Unexpected behaviour of the now() function

sebmercier · January 17, 2019, 8:56pm

Hi everyone,

As suggested by @yanokwa (thanks!), I will copy/paste here an ODK related issue that I posted on GitHub yesterday. Here it goes, and thanks in advance for your help:

This is my first contribution here [i.e. on GitHub, but on the ODK Forum as well!], from a freshly created GitHub account, so I hope this the right place (and procedure) to post my comment. Please let me know if that's not the case or if I should create a new issue for this.

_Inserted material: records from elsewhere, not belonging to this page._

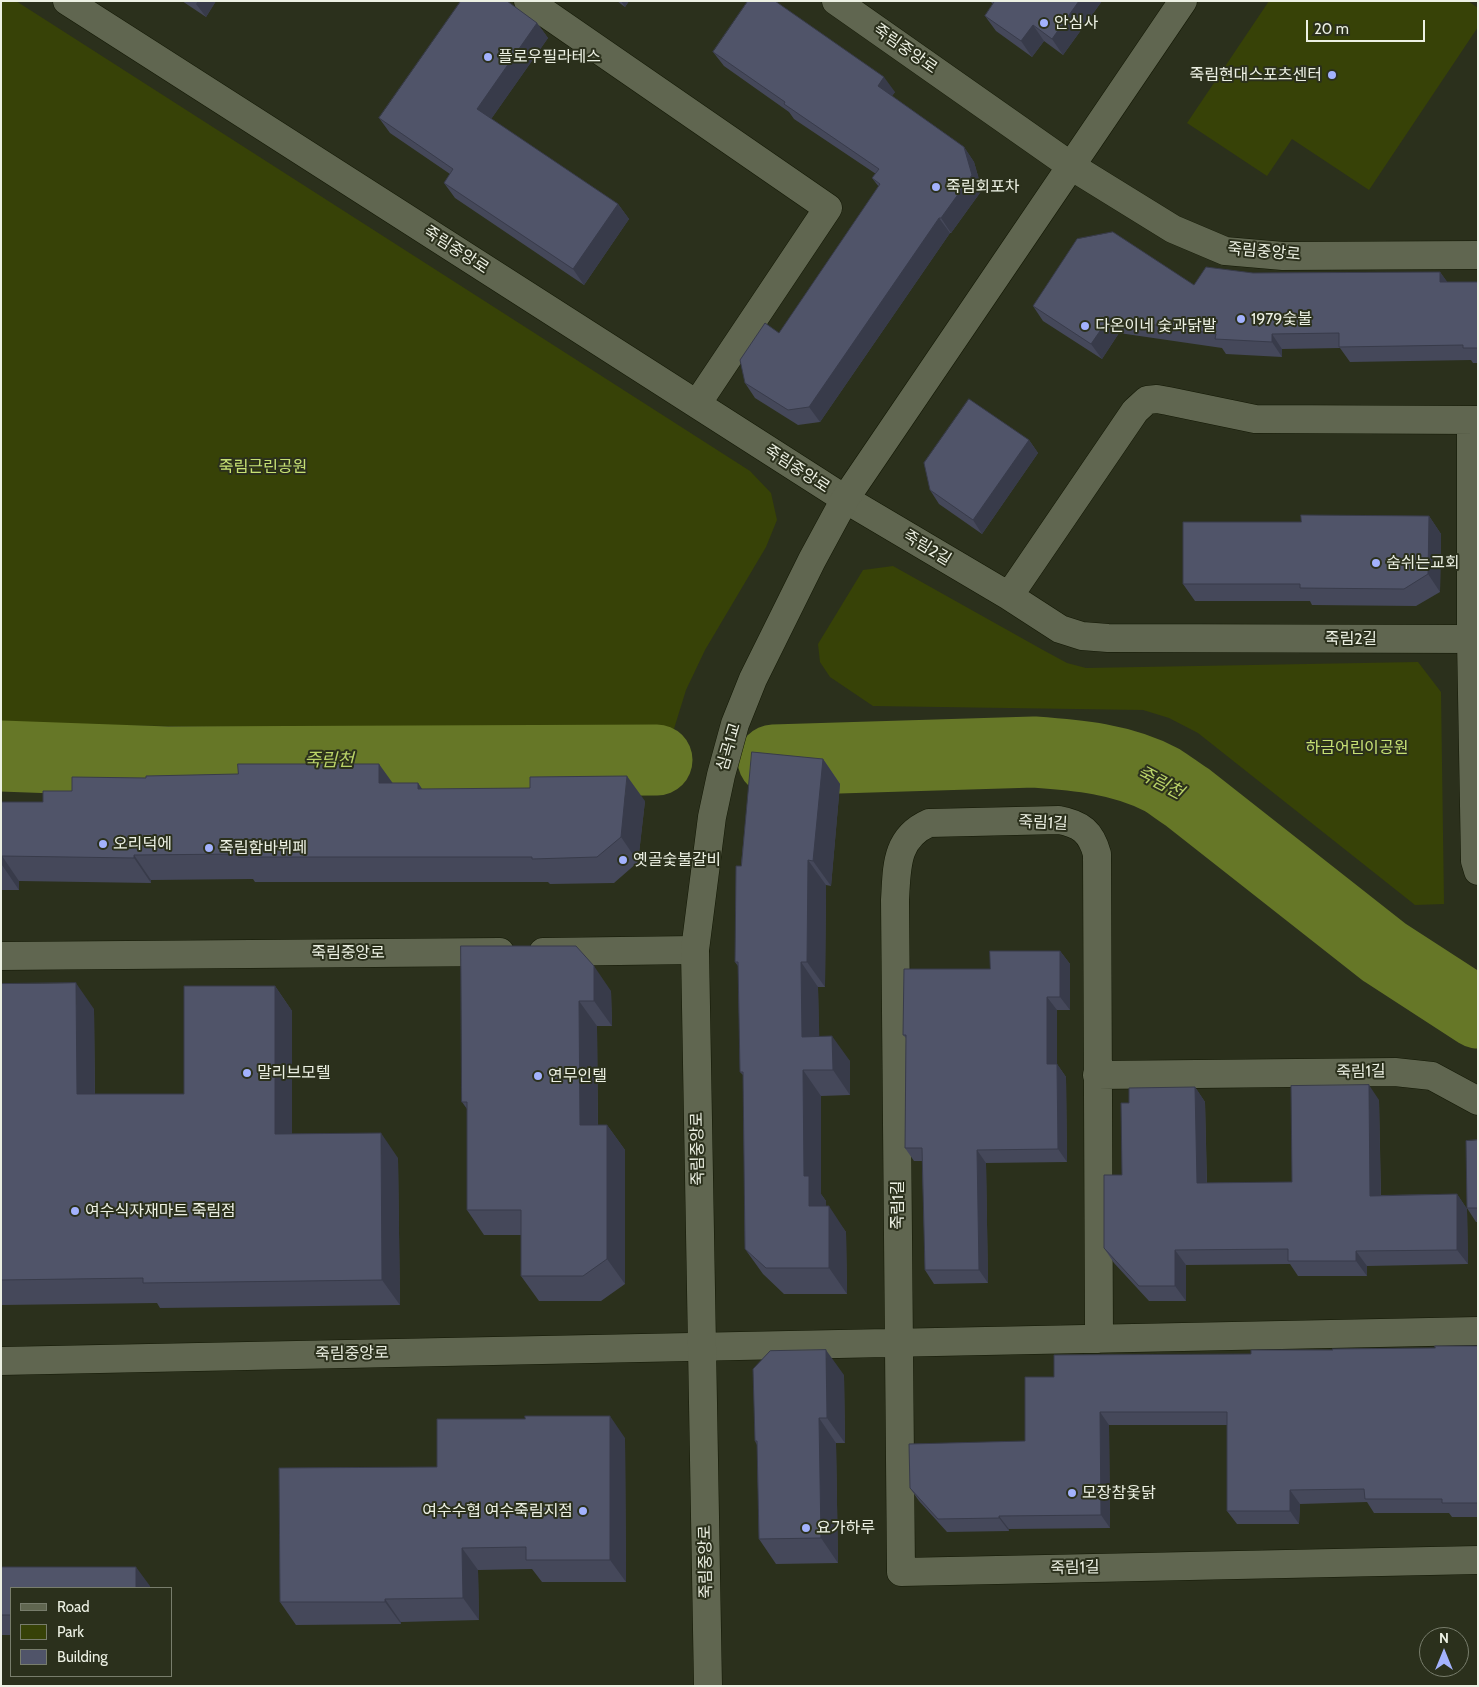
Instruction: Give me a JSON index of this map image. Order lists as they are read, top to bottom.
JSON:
{
  "streets": {
    "street": [
      "죽림중앙로",
      "죽림2길",
      "심곡1교",
      "죽림1길"
    ]
  },
  "crossings": [
    ["죽림중앙로", "죽림2길"],
    ["죽림중앙로", "심곡1교"]
  ],
  "water": ["죽림천"],
  "parks": ["죽림근린공원", "하금어린이공원"],
  "places": [
    "안심사",
    "플로우필라테스",
    "죽림현대스포츠센터",
    "죽림회포차",
    "1979숯불",
    "다온이네 숯과닭발",
    "숨쉬는교회",
    "오리덕에",
    "죽림함바뷔페",
    "옛골숯불갈비",
    "말리브모텔",
    "연무인텔",
    "여수식자재마트 죽림점",
    "모장참옻닭",
    "여수수협 여수죽림지점",
    "요가하루"
  ],
  "legend": ["Road", "Park", "Building"],
  "scale_bar": "20 m",
  "north": "top"
}
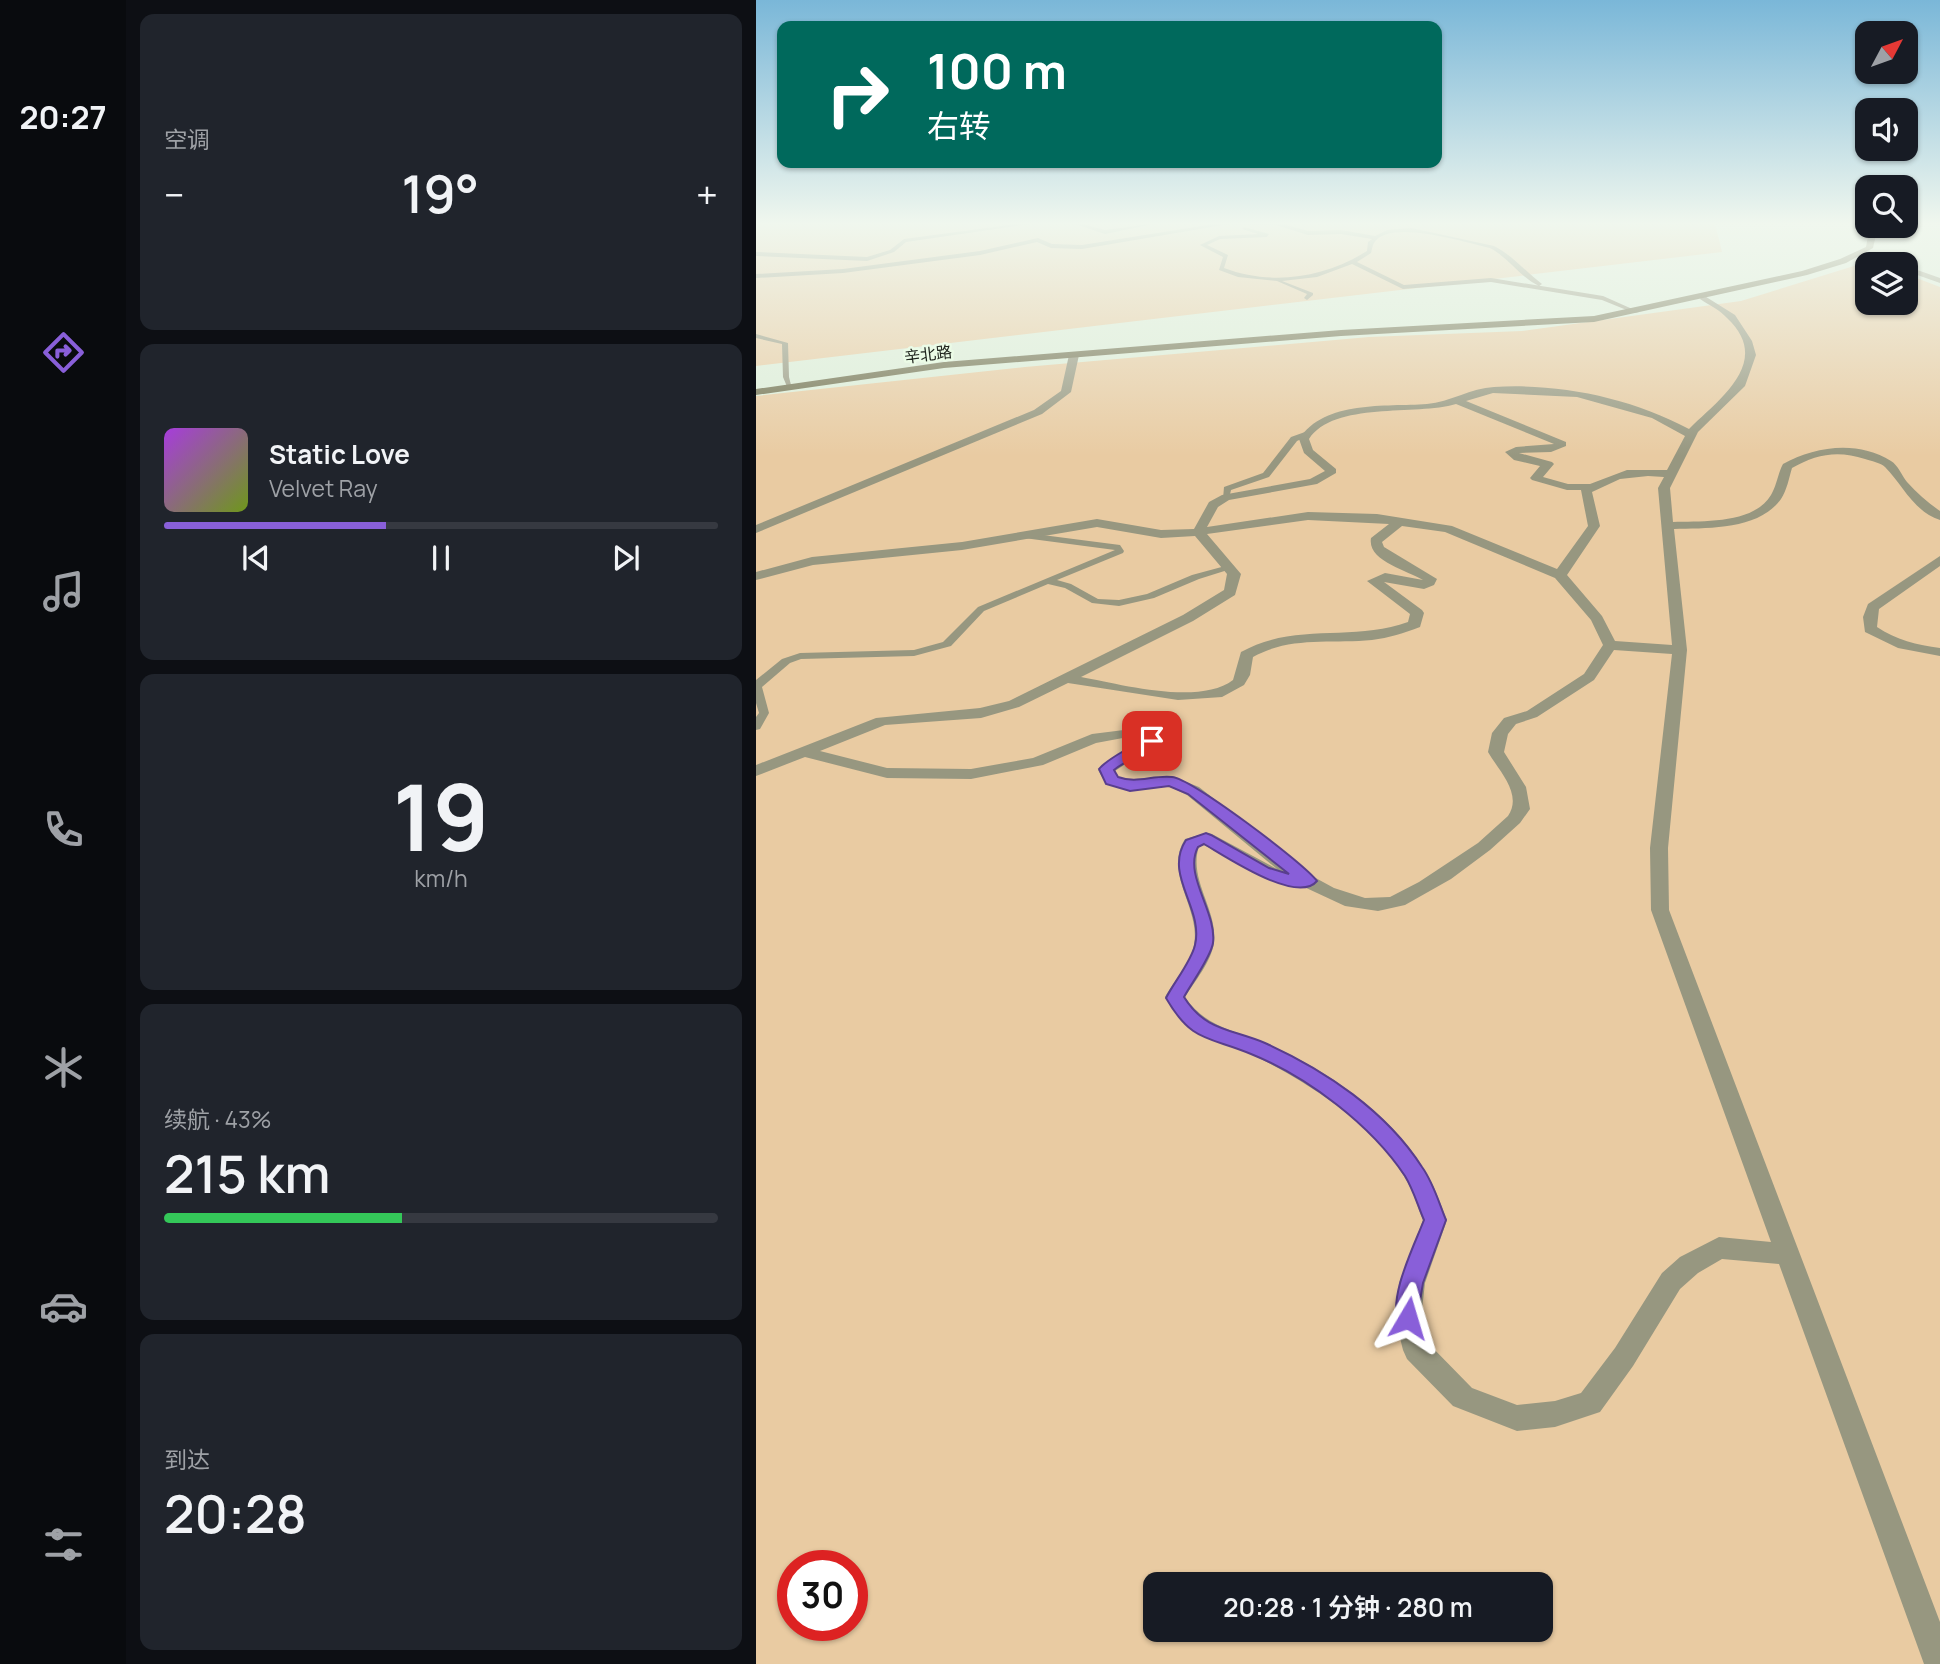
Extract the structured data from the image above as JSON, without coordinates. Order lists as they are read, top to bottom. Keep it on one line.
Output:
{"streets":{"main road":["辛北路"]},"north":"top right","page":{"tabs":"20:27","tile":["空调",["19","km/h"],["续航 · 43%","215 km"],["到达","20:28"]],"turn":["100 m","右转"],"heat":["−","19°","+"],"song":["Static Love","Velvet Ray"],"limit":"30","trip":"20:28 · 1 分钟 · 280 m"}}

I'm precisely coming from the link posted by @adammichaelwood ( https://docs.opendatakit.org/form-logic/#when-expressions-are-evaluated ), because I realised that the now() function doesn't behave (anymore?) as described there. Used on its own (as in the "datetime_last_saved" example), it is evaluated only once when the survey is opened. I've read several discussions here [on GitHub; I couldn't find anything on the ODK forum] about this subject (and related ones) over the past few weeks and I'm not sure where the debate is at today. But because the ODK documentation is an important source of information for XLSForm coders such as me, I thought I should point out this problem. (BTW, at the end of this same documentation section, the calculation formula should read if(${age} = '', '', once(now())) instead of if(age = '', '', once(now())). I wasted more time than I care to admit because of this, back in December, but really, that's on me. )

Here is some context, in case you'd have some guidance on the particular problem I'm facing. We're suspecting massive "Interviewer Fabrication" (to quote the title of Benjamin Birnbaum's dissertation, linked in another discussion [on GitHub] by @LN) in some of our recent assessments, initially based on how quickly the surveys were filled. So to be able to monitor this in the future, we'd like to calculate the duration of each interview in-survey. The reasons for using this instead of the more elaborate "audit" feature (which I haven't tested yet) are 1) to keep it light, and 2) to give the survey managers an easy way to monitor this indicator on the KoBo online interface, even mid-assessment, so they can take measures if necessary.

My first implementation of this was to use a "calculate" variable with ${end}-${start} (and some time unit conversion). It worked really well in my first tests with Enketo, but I realised a few days ago that ODK/KoBo Collect behave differently: variables using ${end} are not re-evaluated when the survey is finalised and their values remain empty.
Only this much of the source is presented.